The B5M Lite just came out. Why on earth would you think that they are going to come out with another new car? Wow, just wow.

Paul Tani 06-23-2015 07:09 AM

mm rock on mid to low bite tracks
 

Originally Posted by Bcholka (Post 12860556)
Go mid-motor. Our track (Trackside Raceway in Wisconsin) is medium bite and mid-motors rock there!!!!
Lots of people "seem" to feel that you need very high bite for them to work--it's just not true. I think people have these ideas because certain "convertible" buggies (where you can switch from mid to rear) just don't work.
When you run a dedicated design (mid motor specifically) the geometry is such to maximize the buggy's performance.
Kudos to AE for releasing these dedicated designs!! :nod:

Our local track is loomy early in the season but gets more bite as the season progresses and both rm and mm have been competitive but when we go inside the mm buggy is hard to beat

Mason 06-23-2015 10:37 AM

I wouldn't be surprised if a Worlds Car comes out after the Worlds. Or at least the parts/conversion kit for our nearly full-time carpet brethren.

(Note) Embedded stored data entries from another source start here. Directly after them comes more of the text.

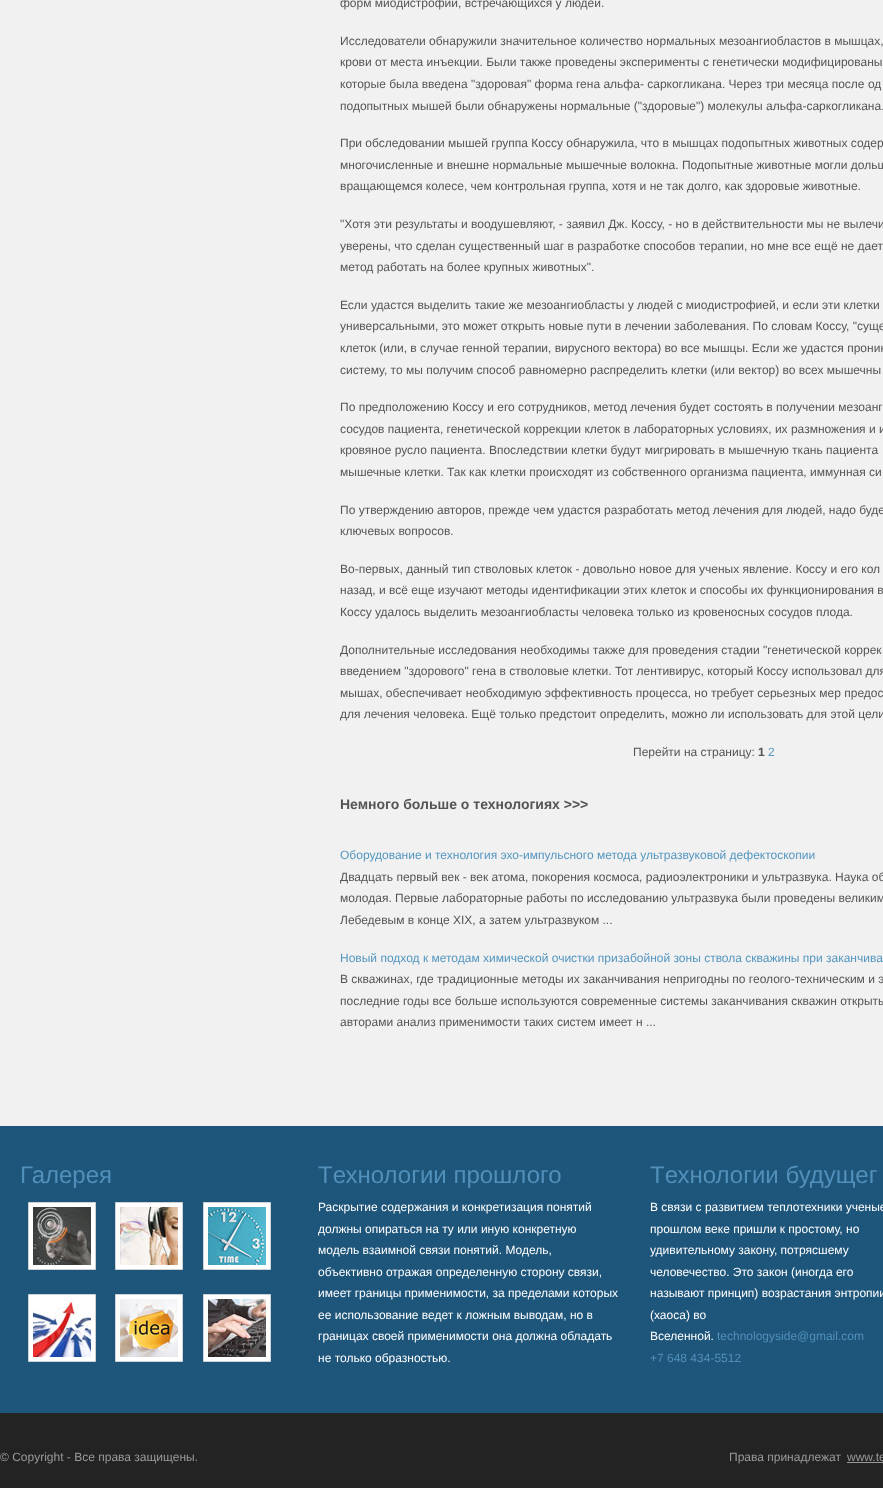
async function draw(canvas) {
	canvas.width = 883;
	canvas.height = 1488;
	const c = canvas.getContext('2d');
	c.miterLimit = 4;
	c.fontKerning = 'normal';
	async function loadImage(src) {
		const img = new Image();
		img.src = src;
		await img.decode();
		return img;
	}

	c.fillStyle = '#f1f1f1';
	c.fillRect(0, 0, 883, 1488);
	c.font = '12px Liberation Sans';
	c.fillStyle = '#555';
	for (const [text, x, y] of [
		['форм миодистрофий, встречающихся у людей.', 340, 7],
		['Исследователи обнаружили значительное количество нормальных мезоангиобластов в мышцах,', 340, 45],
		['крови от места инъекции. Были также проведены эксперименты с генетически модифицированы', 340, 66],
		['которые была введена "здоровая" форма гена альфа- саркогликана. Через три месяца после од', 340, 88],
		['подопытных мышей были обнаружены нормальные ("здоровые") молекулы альфа-саркогликана.', 340, 110],
		['При обследовании мышей группа Коссу обнаружила, что в мышцах подопытных животных содер', 340, 147],
		['многочисленные и внешне нормальные мышечные волокна. Подопытные животные могли дольш', 340, 169],
		['вращающемся колесе, чем контрольная группа, хотя и не так долго, как здоровые животные.', 340, 190],
		['"Хотя эти результаты и воодушевляют, - заявил Дж. Коссу, - но в действительности мы не вылечи', 340, 228],
		['уверены, что сделан существенный шаг в разработке способов терапии, но мне все ещё не дает', 340, 250],
		['метод работать на более крупных животных".', 340, 271],
		['Если удастся выделить такие же мезоангиобласты у людей с миодистрофией, и если эти клетки', 340, 309],
		['универсальными, это может открыть новые пути в лечении заболевания. По словам Коссу, "суще', 340, 330],
		['клеток (или, в случае генной терапии, вирусного вектора) во все мышцы. Если же удастся проник', 340, 352],
		['систему, то мы получим способ равномерно распределить клетки (или вектор) во всех мышечны', 340, 374],
		['По предположению Коссу и его сотрудников, метод лечения будет состоять в получении мезоанг', 340, 411],
		['сосудов пациента, генетической коррекции клеток в лабораторных условиях, их размножения и и', 340, 433],
		['кровяное русло пациента. Впоследствии клетки будут мигрировать в мышечную ткань пациента', 340, 454],
		['мышечные клетки. Так как клетки происходят из собственного организма пациента, иммунная си', 340, 476],
		['По утверждению авторов, прежде чем удастся разработать метод лечения для людей, надо буде', 340, 514],
		['ключевых вопросов.', 340, 535],
		['Во-первых, данный тип стволовых клеток - довольно новое для ученых явление. Коссу и его кол', 340, 573],
		['назад, и всё еще изучают методы идентификации этих клеток и способы их функционирования в', 340, 594],
		['Коссу удалось выделить мезоангиобласты человека только из кровеносных сосудов плода.', 340, 616],
		['Дополнительные исследования необходимы также для проведения стадии "генетической коррек', 340, 654],
		['введением "здорового" гена в стволовые клетки. Тот лентивирус, который Коссу использовал для', 340, 675],
		['мышах, обеспечивает необходимую эффективность процесса, но требует серьезных мер предос', 340, 697],
		['для лечения человека. Ещё только предстоит определить, можно ли использовать для этой цели', 340, 718],
		['Перейти на страницу:', 633, 756],
	]) {
		c.fillText(text, x, y);
	}
	c.font = 'bold 12px Liberation Sans';
	c.fillText('1', 758, 756);
	c.font = '12px Liberation Sans';
	c.fillStyle = '#5496c0';
	c.fillText('2', 768, 756);
	c.font = 'bold 14px Liberation Sans';
	c.fillStyle = '#555';
	c.fillText('Немного больше о технологиях >>>', 340, 809);
	c.font = '12px Liberation Sans';
	c.fillStyle = '#5496c0';
	c.fillText('Оборудование и технология эхо-импульсного метода ультразвуковой дефектоскопии', 340, 859);
	c.fillStyle = '#555';
	for (const [text, x, y] of [
		['Двадцать первый век - век атома, покорения космоса, радиоэлектроники и ультразвука. Наука об', 340, 881],
		['молодая. Первые лабораторные работы по исследованию ультразвука были проведены великим', 340, 902],
		['Лебедевым в конце XIX, а затем ультразвуком ...', 340, 924],
	]) {
		c.fillText(text, x, y);
	}
	c.fillStyle = '#5496c0';
	c.fillText('Новый подход к методам химической очистки призабойной зоны ствола скважины при заканчива', 340, 962);
	c.fillStyle = '#555';
	for (const [text, x, y] of [
		['В скважинах, где традиционные методы их заканчивания непригодны по геолого-техническим и э', 340, 983],
		['последние годы все больше используются современные системы заканчивания скважин открыты', 340, 1005],
		['авторами анализ применимости таких систем имеет н ...', 340, 1026],
	]) {
		c.fillText(text, x, y);
	}
	c.fillStyle = '#1e557a';
	c.fillRect(0, 1126, 883, 287);
	c.fillStyle = '#232323';
	c.fillRect(0, 1413, 883, 75);
	c.font = '24px Liberation Sans';
	c.fillStyle = '#5190bb';
	c.fillText('Галерея', 20, 1183);
	c.fillStyle = '#fff';
	c.beginPath();
	c.rect(28.5, 1202.5, 67, 67);
	c.fill();
	c.strokeStyle = '#cfd2d4';
	c.stroke();
	c.beginPath();
	c.rect(115.5, 1202.5, 67, 67);
	c.fill();
	c.stroke();
	c.beginPath();
	c.rect(203.5, 1202.5, 67, 67);
	c.fill();
	c.stroke();
	c.drawImage(await loadImage('img1.png'), 33, 1207, 58, 58);
	c.drawImage(await loadImage('img2.png'), 120, 1207, 58, 58);
	c.drawImage(await loadImage('img3.png'), 208, 1207, 58, 58);
	c.beginPath();
	c.rect(28.5, 1294.5, 67, 67);
	c.fill();
	c.stroke();
	c.beginPath();
	c.rect(115.5, 1294.5, 67, 67);
	c.fill();
	c.stroke();
	c.beginPath();
	c.rect(203.5, 1294.5, 67, 67);
	c.fill();
	c.stroke();
	c.drawImage(await loadImage('img4.png'), 33, 1299, 58, 58);
	c.drawImage(await loadImage('img5.png'), 120, 1299, 58, 58);
	c.drawImage(await loadImage('img6.png'), 208, 1299, 58, 58);
	c.fillStyle = '#5190bb';
	c.fillText('Tехнологии прошлого', 318, 1183);
	c.font = '12px Liberation Sans';
	c.fillStyle = '#fff';
	for (const [text, x, y] of [
		['Раскрытие содержания и конкретизация понятий', 318, 1211],
		['должны опираться на ту или иную конкретную', 318, 1233],
		['модель взаимной связи понятий. Модель,', 318, 1254],
		['объективно отражая определенную сторону связи,', 318, 1276],
		['имеет границы применимости, за пределами которых', 318, 1297],
		['ее использование ведет к ложным выводам, но в', 318, 1319],
		['границах своей применимости она должна обладать', 318, 1340],
		['не только образностью.', 318, 1362],
	]) {
		c.fillText(text, x, y);
	}
	c.font = '24px Liberation Sans';
	c.fillStyle = '#5190bb';
	c.fillText('Tехнологии будущег', 650, 1183);
	c.font = '12px Liberation Sans';
	c.fillStyle = '#fff';
	for (const [text, x, y] of [
		['В связи с развитием теплотехники ученые', 650, 1211],
		['прошлом веке пришли к простому, но', 650, 1233],
		['удивительному закону, потрясшему', 650, 1254],
		['человечество. Это закон (иногда его', 650, 1276],
		['называют принцип) возрастания энтропии', 650, 1297],
		['(хаоса) во', 650, 1319],
		['Вселенной.', 650, 1340],
	]) {
		c.fillText(text, x, y);
	}
	c.fillStyle = '#5190bb';
	c.fillText('technologyside@gmail.com', 717, 1340);
	c.fillText('+7 648 434-5512', 650, 1362);
	c.fillStyle = '#9a9a9a';
	for (const [text, x, y] of [
		['© Copyright - Все права защищены.', 0, 1461],
		['Права принадлежат', 729, 1461],
		['www.te', 847, 1461],
	]) {
		c.fillText(text, x, y);
	}
	c.fillRect(847, 1462, 36, 1);
}

draw(document.querySelector('canvas'));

Wildcat1971 06-23-2015 10:45 AM


Originally Posted by Mason (Post 14065537)
I wouldn't be surprised if a Worlds Car comes out after the Worlds. Or at least the parts/conversion kit for our nearly full-time carpet brethren.

Historically, AE's platform cycles are about 1 year. The B5 platform came out in Jan and the B5m was like March of 2014. This April time frame the B5M lite came out..again, about 1 year. I would not expect any new platform updates until then, if at all. If they make their own low rider tranny, it will be separate, as that config is not hat popular in the US. Unless, thed decide to release a B5M European Edition. Many of the "Pro" drivers are using the 3 gear tranny in mod, so the "lite" car is also what most "pro" drivers would use, with what ever option parts they deem needed for tuning. AE has given drivers a lot of options. 2 different chassis, 2 different sets of front and rear arms, different front tower, 3 gear / 4 gear tranny and all the brass bling. With the number of options available, it is no wonder so many people get the MM car to work on just about any surface. And of course, there is the RM option. No way AE will ever put it all into one box...that is silly. So, the lite car is pretty much what most people would want. Then customize to your needs.